My Wife is in Debt and Spends Too Much Money
I (M30) have been married to my wife (F27) for a year. We’ve been together for 7 years. A few months after we were married my wife told me she has over 5k in credit card debt. She hid it from me for a few years. We were living together before getting married and I paid all the bills myself. She was not working for the last few years, in school for part, staying home with our daughter (her biological daughter, now my step daughter) during covid. When she got a new job I was excited because since I could afford the bills (barely breaking even), we could start saving for a house. That’s when she told me.
She has a separate bank account. She makes 20k per year at her new job, so she could theoretically pay the debt off in less than a year. But she’s not putting all of her money to the debt. She’s spending money on drinks, cigarettes, eating out, shopping etc. I’m not talking about getting fast food or coffee every once in a while. It’s hundreds of dollars per month. I don’t think this is fair as I pay all the bills. I tried to talk to her about this and she thinks I’m being controlling in trying to get her to pay off the debt. She claims she makes above the minimum payments and that’s good enough. She gets mad when I want to see the statements.

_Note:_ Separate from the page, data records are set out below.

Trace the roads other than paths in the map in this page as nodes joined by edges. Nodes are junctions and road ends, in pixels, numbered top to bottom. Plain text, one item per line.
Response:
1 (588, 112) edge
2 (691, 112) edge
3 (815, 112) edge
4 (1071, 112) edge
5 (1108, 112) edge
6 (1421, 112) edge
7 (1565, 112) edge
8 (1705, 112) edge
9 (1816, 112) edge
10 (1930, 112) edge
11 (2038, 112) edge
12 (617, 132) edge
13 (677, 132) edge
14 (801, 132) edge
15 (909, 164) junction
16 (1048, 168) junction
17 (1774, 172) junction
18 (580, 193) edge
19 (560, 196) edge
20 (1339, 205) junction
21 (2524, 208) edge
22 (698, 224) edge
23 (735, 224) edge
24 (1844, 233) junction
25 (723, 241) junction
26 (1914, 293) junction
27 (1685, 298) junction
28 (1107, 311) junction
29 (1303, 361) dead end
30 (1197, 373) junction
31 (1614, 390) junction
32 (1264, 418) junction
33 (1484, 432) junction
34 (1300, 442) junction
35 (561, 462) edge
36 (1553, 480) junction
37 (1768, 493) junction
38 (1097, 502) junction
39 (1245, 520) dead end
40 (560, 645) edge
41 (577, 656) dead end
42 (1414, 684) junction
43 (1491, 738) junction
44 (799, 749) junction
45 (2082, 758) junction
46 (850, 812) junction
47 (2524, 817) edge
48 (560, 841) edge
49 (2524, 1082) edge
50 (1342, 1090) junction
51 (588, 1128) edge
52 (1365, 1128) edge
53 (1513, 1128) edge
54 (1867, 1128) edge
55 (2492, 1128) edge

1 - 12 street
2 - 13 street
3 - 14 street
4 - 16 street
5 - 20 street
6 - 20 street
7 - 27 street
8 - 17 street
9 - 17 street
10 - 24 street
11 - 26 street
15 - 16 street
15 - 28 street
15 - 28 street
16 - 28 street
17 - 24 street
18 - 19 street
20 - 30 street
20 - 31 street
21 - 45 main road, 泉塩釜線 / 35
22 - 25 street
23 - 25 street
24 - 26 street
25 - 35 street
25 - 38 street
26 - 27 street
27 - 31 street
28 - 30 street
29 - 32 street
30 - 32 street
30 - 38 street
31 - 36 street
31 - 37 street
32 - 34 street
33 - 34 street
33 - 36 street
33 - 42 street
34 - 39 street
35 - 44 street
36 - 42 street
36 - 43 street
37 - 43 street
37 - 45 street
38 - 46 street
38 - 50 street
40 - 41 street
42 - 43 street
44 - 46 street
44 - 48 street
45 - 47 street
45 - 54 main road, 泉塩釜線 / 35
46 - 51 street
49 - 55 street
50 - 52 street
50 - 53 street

But why should I pay all the bills while she spends her money on what she wants? She always wants to eat out and buy new clothes and random trinkets we don’t need and asks me for money for these things and will sometimes take my debit card without asking. My money is her money and her money is her money. Then she’ll act like I’m a miser for wanting to save money. It’s not fair to me to be the responsible one, while she’s hamstrung our future. And to paint me as controlling, as if I’m wrong for wanting her to get out of debt while I’m the one paying all the bills, is bullshit in my opinion.
I’ve already talked to her about this multiple times. She agrees with me, then doesn’t change. What steps should I take next? I don’t want my marriage to end over debt, but she won’t act responsibly.